Dans ma vie d’adolescente, l’album Harvest de Neil Young fit partie de ceux qui tournaient en boucle, rappelant pendant l’année scolaire les vacances en Bretagne, les feux de camps dans les dunes et les copains qui jouaient de la guitare…

Si cet album de 1972 est un bijou de folk-rock, la chanson Alabama me bouleversait par ses sons de guitares et des impressions de souffrances venues de je ne sais où. Je sais à présent qu’elle est une critique de l’intolérance et du racisme encore ancrés dans les États du Sud des USA, plus de cent ans après la Guerre Civile (ou Guerre de Sécession 1861-1865). Ce Vieux-Sud est pays de violences et celle de certains hommes blancs est inimaginable : encore en 1972 le Ku-Klux-Klan sévissait sporadiquement, même après les progrès de reconnaissance de l’égalité des droits civiques grâce à Martin Luther King et bien d’autres. De nos jours, le mouvement Black lives matter est signe qu’il reste encore et encore un long chemin à faire, dans l’ensemble des USA.
En Alabama, même la météo est violente, puisque c’est l’État des États-Unis où surviennent le plus grand nombre d’orages, avec son climat subtropical humide, et il est bien souvent au cœur des couloirs de tornades meurtrières, d’ouragans dévastateurs… C’est sa nature, et cela ne pourra malheureusement pas s’atténuer dans le futur.
Que Dieu me pardonne, je détestais l’Alabama. Je le haïssais !
L’Alabama était le pays où toute la misère du monde avait choisi d’élire domicile. C’était le pays où se donnaient rendez-vous toutes les haines, toutes les iniquités, toutes les bassesses humaines. Aucune région du globe ne mettait un tel point d’honneur à annihiler la vie d’un homme, à le rabaisser, à lui faire courber l’échine jusqu’à le contraindre à ramper à terre, éreinté, vaincu.
Et, pour tous ceux dont le malheur était de ne pas avoir la peau claire, l’Alabama était tout cela aussi, en pire. Pour eux, il déployait tout son ignoble talent, il déchaînait toute sa noirceur contenue, toute sa dureté réfrénée. Oh oui ! Pour eux, l’Alabama se surpassait.
« Il n’y a rien de pire au monde, ni de plus éprouvant pour un homme, que d’être pauvre. Excepté le fait d’être un nègre, naturellement » , disait mon père.
Ô combien il avait raison !
Trent Peterson Chestwood, dans Alabama, Alexis Arend
Alabama, Alexis Arend : un peu attirée par la musicalité du titre, un peu par les critiques élogieuses, un peu par l’inexplicable lien que je ressens avec ce coin déshérité, un peu grâce aux liens liés par les arts singuliers inventés dans ce coin des USA (Alabama Chanin, les Gee’s Bend), j’ai téléchargé ce livre… et cela m’a valu une nuit blanche débordant d’émotions.

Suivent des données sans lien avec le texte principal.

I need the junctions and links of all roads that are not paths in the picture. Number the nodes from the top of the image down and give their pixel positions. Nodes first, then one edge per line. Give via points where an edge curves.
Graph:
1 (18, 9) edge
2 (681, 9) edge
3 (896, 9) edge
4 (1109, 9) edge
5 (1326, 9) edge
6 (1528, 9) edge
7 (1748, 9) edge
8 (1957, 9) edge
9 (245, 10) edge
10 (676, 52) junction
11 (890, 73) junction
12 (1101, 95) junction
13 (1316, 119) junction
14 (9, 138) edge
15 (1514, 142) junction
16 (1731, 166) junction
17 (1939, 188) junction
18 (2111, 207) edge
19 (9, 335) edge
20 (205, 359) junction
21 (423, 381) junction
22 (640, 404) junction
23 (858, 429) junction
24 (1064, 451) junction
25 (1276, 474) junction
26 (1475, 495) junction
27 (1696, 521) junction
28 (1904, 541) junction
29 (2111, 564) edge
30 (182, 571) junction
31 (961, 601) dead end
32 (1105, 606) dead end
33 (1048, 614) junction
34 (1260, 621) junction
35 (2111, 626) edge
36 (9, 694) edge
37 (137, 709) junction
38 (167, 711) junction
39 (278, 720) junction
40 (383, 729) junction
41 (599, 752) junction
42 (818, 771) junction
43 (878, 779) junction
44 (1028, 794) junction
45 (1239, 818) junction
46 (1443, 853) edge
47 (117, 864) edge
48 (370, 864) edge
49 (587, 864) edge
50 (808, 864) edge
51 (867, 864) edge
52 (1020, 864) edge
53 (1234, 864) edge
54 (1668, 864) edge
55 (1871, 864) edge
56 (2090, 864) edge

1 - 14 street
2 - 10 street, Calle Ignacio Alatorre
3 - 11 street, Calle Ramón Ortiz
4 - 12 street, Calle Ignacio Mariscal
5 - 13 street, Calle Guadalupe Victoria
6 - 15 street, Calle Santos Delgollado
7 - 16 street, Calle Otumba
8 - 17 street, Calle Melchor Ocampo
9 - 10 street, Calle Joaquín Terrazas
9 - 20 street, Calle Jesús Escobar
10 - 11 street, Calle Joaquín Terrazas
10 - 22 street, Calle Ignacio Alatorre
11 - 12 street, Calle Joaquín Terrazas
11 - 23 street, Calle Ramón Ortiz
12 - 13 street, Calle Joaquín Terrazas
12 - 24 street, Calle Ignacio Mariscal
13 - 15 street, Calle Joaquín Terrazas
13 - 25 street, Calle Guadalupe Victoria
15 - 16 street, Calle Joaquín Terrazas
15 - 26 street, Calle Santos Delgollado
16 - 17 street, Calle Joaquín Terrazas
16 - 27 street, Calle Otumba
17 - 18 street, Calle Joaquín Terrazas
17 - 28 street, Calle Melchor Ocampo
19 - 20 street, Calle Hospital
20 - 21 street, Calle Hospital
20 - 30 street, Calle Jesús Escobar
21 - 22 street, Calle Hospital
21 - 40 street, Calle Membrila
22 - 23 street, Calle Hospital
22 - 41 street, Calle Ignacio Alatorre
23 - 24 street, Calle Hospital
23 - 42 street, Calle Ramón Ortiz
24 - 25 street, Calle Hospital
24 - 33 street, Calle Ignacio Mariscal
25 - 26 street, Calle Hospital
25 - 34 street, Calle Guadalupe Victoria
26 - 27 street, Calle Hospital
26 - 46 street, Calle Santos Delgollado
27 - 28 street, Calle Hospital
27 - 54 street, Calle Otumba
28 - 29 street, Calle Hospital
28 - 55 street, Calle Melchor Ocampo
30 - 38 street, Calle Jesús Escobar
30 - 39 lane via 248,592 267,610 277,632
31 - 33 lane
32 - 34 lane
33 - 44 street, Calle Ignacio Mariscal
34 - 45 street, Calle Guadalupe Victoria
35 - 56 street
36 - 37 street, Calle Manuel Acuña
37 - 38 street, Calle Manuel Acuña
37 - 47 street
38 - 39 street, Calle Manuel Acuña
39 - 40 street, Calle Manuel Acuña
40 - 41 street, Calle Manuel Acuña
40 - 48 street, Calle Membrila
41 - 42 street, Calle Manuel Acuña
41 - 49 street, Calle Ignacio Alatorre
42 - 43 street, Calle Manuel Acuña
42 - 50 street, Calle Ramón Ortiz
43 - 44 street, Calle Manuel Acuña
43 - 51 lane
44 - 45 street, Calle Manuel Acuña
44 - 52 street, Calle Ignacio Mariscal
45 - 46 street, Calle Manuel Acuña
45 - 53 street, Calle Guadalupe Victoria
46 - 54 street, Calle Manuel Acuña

Inutile de me le demander, non je ne vous raconterai pas l’histoire. Ce roman se lit très facilement, même si vous vous sentez submergé, parfois, d’émotions multiples et violentes.
La misère est un bien insidieux fléau. Elle est un mal sournois.
Les nègres et les chiens fonctionnent pour ainsi dire sur le même mode, ils ont les mêmes instincts, souviens-toi toujours de ça.
Mais on savoure quelques pages sublimes sur l’attachement à la famille, au pays, à l’amitié et, non moins important, sur le bonheur de la lecture.
Je veux que l’Alabama soit le pays que l’on mérite tous, Blancs comme Noirs. Une terre d’abondance ! Il a assez à offrir pour chacun de nous. Regarde autour de toi, regarde comme c’est beau, regarde comme c’est riche !
Tu vois, quand je me plonge dans un roman, c’est un autre monde qui s’ouvre devant moi, je suis ailleurs, je vis d’autres vies, je découvre d’autres endroits, je rencontre d’autres personnes. Je les côtoie dans ma tête, guidé par tous ces mots et toutes ces phrases qui s’alignent et me racontent quelque chose.

L’esprit de Mark Twain est pleinement dans Alabama, à la fois par l’amitié de deux garçons proches mais différents, et, j’ose l’avancer, par la qualité d’écriture ! L’immense talent de Twain est trop peu reconnu en France, je vous propose de le redécouvrir et de lire cet article où je lui rends modestement hommage. Il fut d’ailleurs un protecteur et ami d’Helen Keller, dont l’histoire m’avait tellement touchée enfant… Tiens, elle est née en Alabama et elle aussi est alignée avec ce qui se dégage du roman d’Alexis Arend.
Le meilleur aboutissement de l’éducation est la tolérance.
Helen Keller


Alabama d’Alexis Arend : ce roman se trouve sous format papier ou numérique (FNAC, Amazon…). J’imagine qu’un éditeur va se précipiter sur cette pépite auto-éditée… Profitez-en, avant que son prix ne monte !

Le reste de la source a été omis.